Bei schwierigen Überlieferungslagen insbesondere bei den deuterokanonischen Schriften werden einige knappe Bemerkungen zum Text- und Handschriftenbefund gemacht. So wird etwa festgehalten, dass das Buch Tobit in mehreren griechischen Fassungen erhalten ist und dass die Übersetzung aus der Langfassung GII erfolgte. Das Buch Jesus Sirach (Sir) ist nach Auskunft der dortigen Einleitung aus der maßgeblichen wissenschaftlichen Ausgabe des griechischen Texts übersetzt worden. Leider wird nicht angegeben, um welche Ausgabe es sich genau handelt. In Einzelfällen, so die Einleitung weiter, seien hebräische Handschriften konsultiert worden. Auch bei Sir gibt es eine Kurz- und eine Langfassung; der Überschuss der Langfassung steht in Eckklammern. Die beim Buch Sir vorgekommenen Blattvertauschungen wurden gemäß der wissenschaftlichen Ausgabe rückgängig gemacht und die ursprüngliche Abfolge wiederhergestellt.
Glossar
Das Glossar ist ein alphabetisch geordnetes knappes Bibellexikon (von A und O bis Zungenrede). Darin werden wichtige Stichworte und Phänomene erläutert. Zu „Zahlen“ beispielsweise wird die symbolisch hoch aufgeladene Bedeutung der Zahlen 1, 2, 3, 4, 7, 12 und 40 erklärt. Die Kürze der Einträge ist einerseits hilfreich, weil ein schneller Überblick erreicht wird. Gleichwohl vermisst man an bestimmten Punkten die exegetische und theologische Tiefe, die aber in einem solchen Glossar ohnehin nicht erreicht werden kann. Dazu ist intensiveres Bibelstudium erforderlich, zu dem wiederum Logos-Bibelsoftware einen ganz wesentlichen Beitrag leisten kann.

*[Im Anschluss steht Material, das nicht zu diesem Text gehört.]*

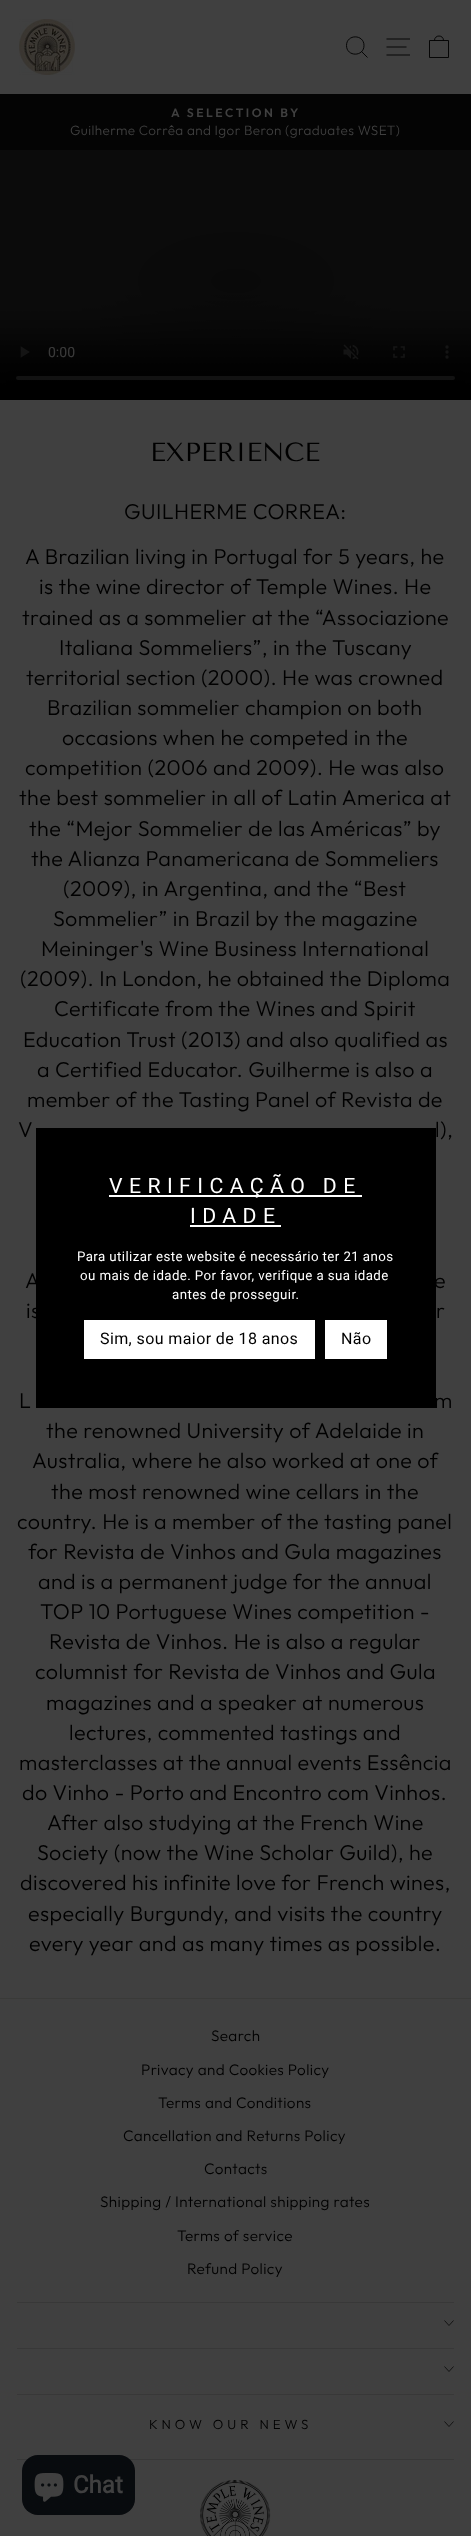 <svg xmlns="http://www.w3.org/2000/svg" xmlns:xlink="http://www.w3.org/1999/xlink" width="471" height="2536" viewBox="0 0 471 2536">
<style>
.cls-1{font:600 12.2px Outfit;letter-spacing:2.5px;fill:#404040}
.cls-2{font:300 13.5px Outfit;letter-spacing:0.4px;fill:#404040}
.cls-3{font:26.25px Tenor Sans;fill:#000000}
.cls-4{font:300 21.5px Outfit;letter-spacing:0.4px;fill:#000000}
.cls-5{font:300 15.25px Outfit;letter-spacing:0.4px;fill:#000000}
.cls-6{font:300 13.25px Outfit;letter-spacing:4px;fill:#000000}
.cls-7{font:21.25px Roboto;letter-spacing:6.4px;fill:#ffffff}
.cls-8{font:13.3px Roboto;letter-spacing:0.4px;fill:#ffffff}
.cls-9{font:16px Roboto;letter-spacing:0.4px;fill:#000000}
.cls-10{font:bold 24px Roboto;fill:#404040}
</style>
<rect width="100%" height="100%" fill="#404040"/>
<image xlink:href="image0.png" x="19" y="19" width="56" height="56"/>
<path fill="none" stroke="#000000" stroke-width="0.9" d="M364 45.5C364 57 346.5 57 346.5 45.5C346.5 34 364 34 364 45.5ZM367.5 57.5L361.5 51.5"/>
<path fill="none" stroke="#000000" stroke-width="0.9" d="M386.5 39H410M386.5 47H406.5M386.5 55H410M429.5 40.5H448.5V57.5H429.5ZM434.5 40.5C434.5 34.5 443.5 34.5 443.5 40.5"/>
<rect fill="#040404" x="0" y="94" width="471" height="56"/>
<image xlink:href="image1.png" x="0" y="150" width="471" height="250"/>
<rect fill="#3a3a38" x="0" y="1998" width="471" height="1"/>
<rect fill="#383838" x="17" y="2302" width="437" height="1"/>
<path fill="none" stroke="#000000" stroke-width="0.7" d="M444.5 2320.5L449 2325.5L453.5 2320.5"/>
<rect fill="#383838" x="17" y="2348" width="437" height="1"/>
<path fill="none" stroke="#000000" stroke-width="0.7" d="M444.5 2366.5L449 2371.5L453.5 2366.5"/>
<rect fill="#383838" x="17" y="2394" width="437" height="1"/>
<path fill="none" stroke="#000000" stroke-width="0.7" d="M444.5 2421.5L449 2426.5L453.5 2421.5"/>
<rect fill="#383838" x="17" y="2459" width="437" height="1"/>
<image xlink:href="image2.png" x="200" y="2480" width="71" height="56"/>
<rect fill="#000000" x="36" y="1128" width="400" height="280"/>
<rect fill="#ffffff" x="109" y="1195" width="253" height="2"/>
<rect fill="#ffffff" x="190" y="1225" width="91" height="2"/>
<rect fill="#ffffff" x="84" y="1320" width="231" height="39"/>
<rect fill="#ffffff" x="325" y="1320" width="62" height="39"/>
<rect fill="#080b0e" x="22" y="2455" width="113" height="60" rx="16"/>
<image xlink:href="image3.png" x="34" y="2473" width="30" height="29"/>
<text class="cls-1" x="171" y="117">A SELECTION BY</text>
<text class="cls-2" x="70" y="135">Guilherme Corrêa and Igor Beron (graduates WSET)</text>
<text class="cls-3" x="150" y="461">EXPERIENCE</text>
<text class="cls-4" x="124" y="519">GUILHERME CORREA:</text>
<text class="cls-4" x="25" y="564">A Brazilian living in Portugal for 5 years, he</text>
<text class="cls-4" x="39" y="594">is the wine director of Temple Wines. He</text>
<text class="cls-4" x="22" y="625">trained as a sommelier at the “Associazione</text>
<text class="cls-4" x="59" y="655">Italiana Sommeliers”, in the Tuscany</text>
<text class="cls-4" x="26" y="685">territorial section (2000). He was crowned</text>
<text class="cls-4" x="47" y="715">Brazilian sommelier champion on both</text>
<text class="cls-4" x="62" y="745">occasions when he competed in the</text>
<text class="cls-4" x="25" y="775">competition (2006 and 2009). He was also</text>
<text class="cls-4" x="19" y="805">the best sommelier in all of Latin America at</text>
<text class="cls-4" x="29" y="836">the “Mejor Sommelier de las Américas” by</text>
<text class="cls-4" x="31" y="866">the Alianza Panamericana de Sommeliers</text>
<text class="cls-4" x="63" y="896">(2009), in Argentina, and the “Best</text>
<text class="cls-4" x="53" y="926">Sommelier” in Brazil by the magazine</text>
<text class="cls-4" x="41" y="956">Meininger's Wine Business International</text>
<text class="cls-4" x="20" y="986">(2009). In London, he obtained the Diploma</text>
<text class="cls-4" x="54" y="1016">Certificate from the Wines and Spirit</text>
<text class="cls-4" x="23" y="1047">Education Trust (2013) and also qualified as</text>
<text class="cls-4" x="37" y="1077">a Certified Educator. Guilherme is also a</text>
<text class="cls-4" x="27" y="1107">member of the Tasting Panel of Revista de</text>
<text class="cls-4" x="18" y="1137">V</text>
<text class="cls-4" x="435" y="1137">l),</text>
<text class="cls-4" x="25" y="1288">A</text>
<text class="cls-4" x="434" y="1288">e</text>
<text class="cls-4" x="26" y="1318">is</text>
<text class="cls-4" x="436" y="1318">r</text>
<text class="cls-4" x="19" y="1408">L</text>
<text class="cls-4" x="434" y="1408">m</text>
<text class="cls-4" x="46" y="1438">the renowned University of Adelaide in</text>
<text class="cls-4" x="32" y="1468">Australia, where he also worked at one of</text>
<text class="cls-4" x="51" y="1499">the most renowned wine cellars in the</text>
<text class="cls-4" x="17" y="1529">country. He is a member of the tasting panel</text>
<text class="cls-4" x="28" y="1559">for Revista de Vinhos and Gula magazines</text>
<text class="cls-4" x="38" y="1589">and is a permanent judge for the annual</text>
<text class="cls-4" x="40" y="1619">TOP 10 Portuguese Wines competition -</text>
<text class="cls-4" x="49" y="1649">Revista de Vinhos. He is also a regular</text>
<text class="cls-4" x="35" y="1679">columnist for Revista de Vinhos and Gula</text>
<text class="cls-4" x="46" y="1710">magazines and a speaker at numerous</text>
<text class="cls-4" x="69" y="1740">lectures, commented tastings and</text>
<text class="cls-4" x="19" y="1770">masterclasses at the annual events Essência</text>
<text class="cls-4" x="22" y="1800">do Vinho - Porto and Encontro com Vinhos.</text>
<text class="cls-4" x="47" y="1830">After also studying at the French Wine</text>
<text class="cls-4" x="37" y="1860">Society (now the Wine Scholar Guild), he</text>
<text class="cls-4" x="20" y="1890">discovered his infinite love for French wines,</text>
<text class="cls-4" x="28" y="1921">especially Burgundy, and visits the country</text>
<text class="cls-4" x="29" y="1951">every year and as many times as possible.</text>
<text class="cls-5" x="211" y="2041">Search</text>
<text class="cls-5" x="141" y="2075">Privacy and Cookies Policy</text>
<text class="cls-5" x="158" y="2108">Terms and Conditions</text>
<text class="cls-5" x="123" y="2141">Cancellation and Returns Policy</text>
<text class="cls-5" x="204" y="2174">Contacts</text>
<text class="cls-5" x="100" y="2207">Shipping / International shipping rates</text>
<text class="cls-5" x="177" y="2241">Terms of service</text>
<text class="cls-5" x="187" y="2274">Refund Policy</text>
<text class="cls-6" x="149" y="2429">KNOW OUR NEWS</text>
<text class="cls-7" x="109" y="1193">VERIFICAÇÃO DE</text>
<text class="cls-7" x="190" y="1223">IDADE</text>
<text class="cls-8" x="77" y="1261">Para utilizar este website é necessário ter 21 anos</text>
<text class="cls-8" x="80" y="1280">ou mais de idade. Por favor, verifique a sua idade</text>
<text class="cls-8" x="172" y="1299">antes de prosseguir.</text>
<text class="cls-9" x="100" y="1344">Sim, sou maior de 18 anos</text>
<text class="cls-9" x="341" y="1344">Não</text>
<text class="cls-10" x="73" y="2493">Chat</text>
</svg>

Wer die ZB 2019 in Logos nutzt, wird das Glossar der Printausgabe kaum benötigen. Man wird dann die übrigen informativen Ressourcen in Logos, die leicht zur Hand sind, heranziehen und beispielsweise über das Faktenbuch erheblich umfangreichere Informationen zu den offenen Fragen finden.
Empfehlenswert? Ja!
Ist die Zürcher Bibel empfehlenswert? Ja, unbedingt und auf jeden Fall! Sie gehört in jedes Logos-Portefeuille. Sie ist neben der Elberfelder Bibel diejenige deutsche Übersetzung, die den hebräischen, aramäischen und griechischen Ausgangstexten am nächsten kommt. Wer also eine gut verständliche, aber eng an der Ausgangssprache orientierte deutsche Bibelübersetzung sucht, braucht die Zürcher Bibel. Zudem ist der Sprachstil up-to-date.
Ich selbst habe für eine Kommentierung sehr intensiv mit der Zürcher Übersetzung der Chronik (1/2 Chronik) im Vergleich mit dem hebräischen Ausgangstext gearbeitet und bin restlos begeistert von der Treue zur Ausgangssprache bei gleichzeitiger guter Verständlichkeit. Die ZB 2019 gehört in jedes gute deutschsprachige Logos-Basispaket.